Earlier this month, Sen. Tom Harkin (D-IA) introduced the Currency Optimization, Innovation, and National Savings (COINS) Act (S. 1105) to transition the United States to the use of a one-dollar coin rather than a paper dollar. Harkin introduced the bill with Senators Tom Coburn (R-OK), Mike Enzi (R-WY), John McCain (R-AZ), and Mark Udall (D-CO) as co-sponsors. The bill was assigned to the Senate Committee on Banking, Housing, and Urban Affairs. Only Sen. Coburn is a member of the Senate Banking Committee.
This gang of five appears to have put a lot of thought into the bill in order to try to make the transition more palatable. The first provision of the bill is to remove Susan B. Anthony dollars from circulation within six month. Introduced with much fanfare in 1979 as the first U.S. circulating coins to feature the portrait of a woman, the Susie B.’s were an instant failure when they were mistaken for quarters. They were such a failure, some (alleged) journalists who does not know that the dollar coin was redesigned in 2000 to gristle when thinking of their past experiences.
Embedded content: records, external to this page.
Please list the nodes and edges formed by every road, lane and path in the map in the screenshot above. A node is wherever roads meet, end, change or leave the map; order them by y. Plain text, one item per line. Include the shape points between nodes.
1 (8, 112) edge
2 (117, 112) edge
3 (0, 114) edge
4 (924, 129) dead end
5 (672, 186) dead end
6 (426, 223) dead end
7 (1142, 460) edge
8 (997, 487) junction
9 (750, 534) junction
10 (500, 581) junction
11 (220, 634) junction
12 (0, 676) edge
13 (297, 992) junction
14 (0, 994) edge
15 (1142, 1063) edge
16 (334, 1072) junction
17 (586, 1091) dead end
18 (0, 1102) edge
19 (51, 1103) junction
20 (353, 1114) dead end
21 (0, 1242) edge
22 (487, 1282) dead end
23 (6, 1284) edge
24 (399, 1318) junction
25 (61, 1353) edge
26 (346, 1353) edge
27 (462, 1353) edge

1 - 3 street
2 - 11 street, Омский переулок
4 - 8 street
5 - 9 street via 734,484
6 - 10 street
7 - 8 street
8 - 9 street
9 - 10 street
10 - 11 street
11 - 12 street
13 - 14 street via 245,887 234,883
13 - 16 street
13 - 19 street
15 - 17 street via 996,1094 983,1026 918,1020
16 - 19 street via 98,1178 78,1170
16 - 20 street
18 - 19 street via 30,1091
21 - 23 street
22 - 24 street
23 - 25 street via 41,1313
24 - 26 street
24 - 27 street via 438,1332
When the coins are withdrawn from circulation (the bill calls them “sequestered”), they will be available for sale to coin dealers and can be sold to countries that use the U.S. dollar as its currency. Otherwise, these Susie B.’s will remain in legal and withdrawn by the banks when they are deposited. Although the bill does not provide explanation for these provisions, it can only be assume to prevent these coins from causing the confusion we experienced when they were released in 1979.
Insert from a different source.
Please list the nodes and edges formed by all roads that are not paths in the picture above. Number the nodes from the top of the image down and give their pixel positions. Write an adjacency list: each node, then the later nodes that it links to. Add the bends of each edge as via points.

Aside from the circulation reporting requirements, the section encourages countries that have adopted the U.S. dollar to order coins from the Federal Reserve and for the member banks to only ship dollar coins. However, there are countries that have adopted U.S. currency as its standard that cannot afford the shipment of paper currency and have experienced a shortage of Federal Reserve notes for use in its daily commerce. The switch to coins will make shipping that much more expensive and may lead to a currency shortage in some countries.
As the Federal Reserve “sequesters” SBA dollars, the bill says that the Fed is to start replacing notes with coins but not completely. The bill allows both the notes and coins to circulate concurrently until more than 600 million coins are put into circulation or after four years, whichever comes first. Once the co-circulation trigger is met, the Fed will not be allowed to order currency for one year, thus reducing the supply of the paper note leaving people no choice but to use the dollar coin.
One interesting provision of the bill is that it does not completely eliminate the dollar note. According to the bill, the Fed may produce dollar notes “from time to time are appropriate solely to meet the needs of collectors of that denomination.” Much like the half dollar coin that does not circulate but is included in sets and made available to the collecting community, this will allow the Bureau of Engraving and Printing to produce special sets using one dollar notes in much of the same way they do with the $2 notes today.
A little noticed provision of the bill updates the handling of seigniorage that the U.S. Mint deposits into the United States Mint Public Enterprise Fund (31 USC § 5136). The revision simply allows congress to estimate the value of the seigniorage that will be deposited into the Public Enterprise Fund to be used for the budget process. Without this change, the government can only use the actual value in the account, which is the amount deposited in previous years.
It is probably not lost on these senators that since the Treasury pulled back on the production of dollar coins that the amount of seigniorage has decreased. If congress is going to force the dollar coin into circulation, it will increase the seigniorage the U.S. Mint will collect making those profits a prime target for the government to use for its own purposes. This provision will allow congress to attach those profits before being collected rather than waiting for them to be collected. Although this may not sound right, it is consistent with how congress estimates the collection of tax receipts for the current budgetary process.
Considering my recent experience in Canada using one dollar (Loonies) and two dollar (Toonies) coins, I would like to see this bill passed into law. Given the gridlock that congress has demonstrated by passing only 14 bills to this point of the 113th congress, one cannot be optimistic about congressional action.